At the start of last week, the Standard & Poor’s 500-stock index was at 463.68, or 0.6% below its year-end close of 466.45.

Despite several rally attempts since the market’s late-March plunge, the S&P; had been unable to rise past its year-end level.

Until now. With last week’s 2.2% surge in the S&P;, the index closed Friday at 473.80, which means it’s up 1.6% year to date.

Likewise, the Dow industrials and the New York Stock Exchange composite index also are back in the black for the year. Still in the red, but coming up fast, are smaller-stock measures such as the Nasdaq composite and the Russell 2,000 index.

The significance of these indexes being above their 1993 closes is that money managers and individuals may begin to feel more confident about putting new money to work, if they’re no longer in the hole with their existing portfolios.

For most small investors, a more important indicator than the broad market indexes is the return on the average stock mutual fund.
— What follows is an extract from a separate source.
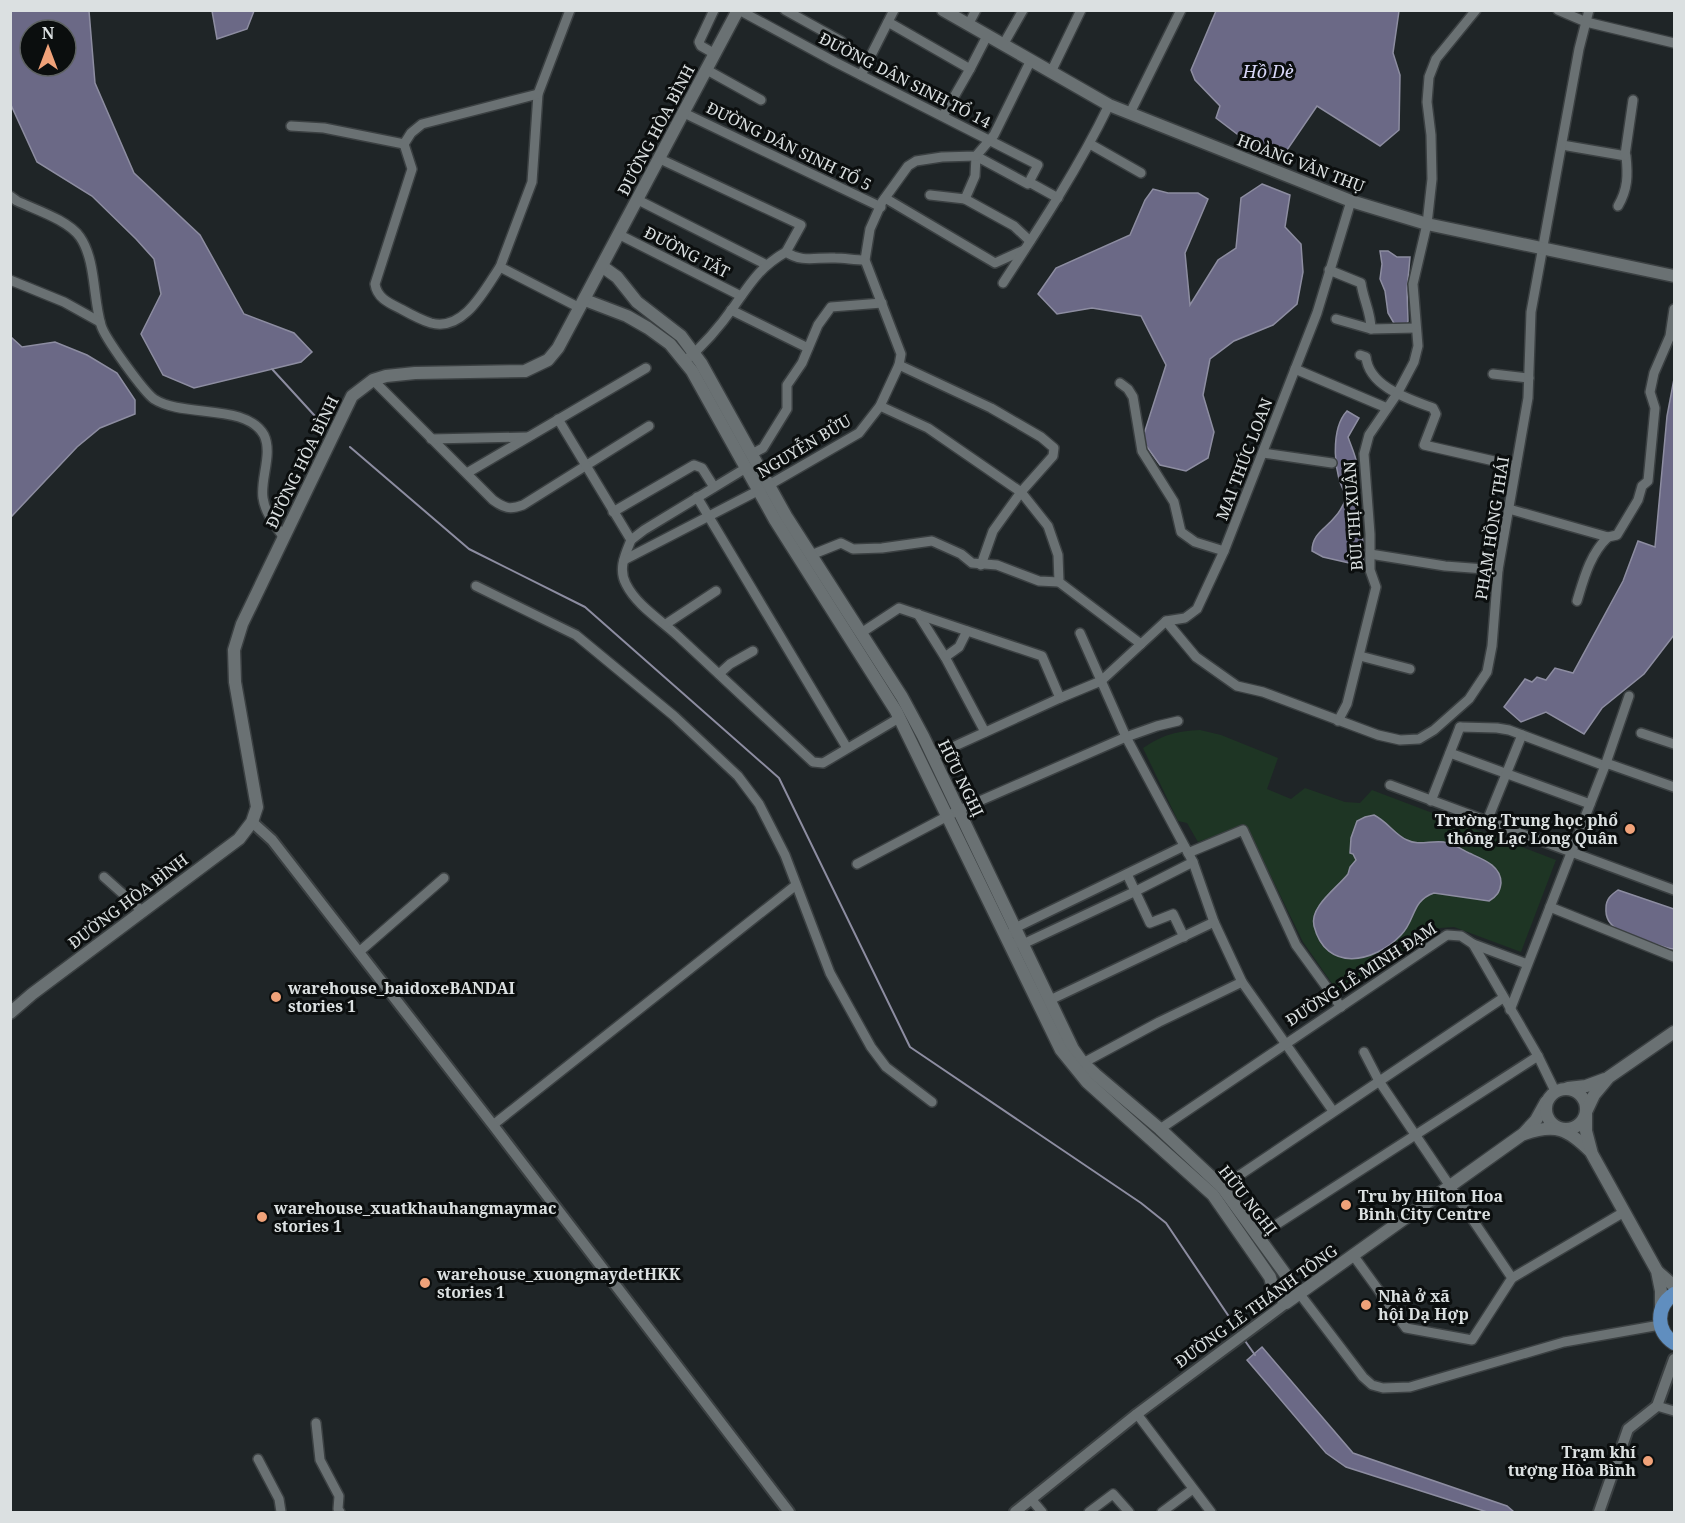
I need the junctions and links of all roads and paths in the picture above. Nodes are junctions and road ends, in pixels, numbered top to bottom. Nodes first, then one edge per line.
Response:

At June 30, the average general stock fund was down 5.84% year to date, according to fund-tracker Lipper Analytical Services in New York.

By last Thursday, the average fund’s year-to-date loss had shrunk to 0.4%. Lipper calculates the average returns only once a week (on Thursdays), but given the magnitude of Friday’s stock market rally, it’s likely that the typical fund now is even with the year or slightly ahead--for the first time since March.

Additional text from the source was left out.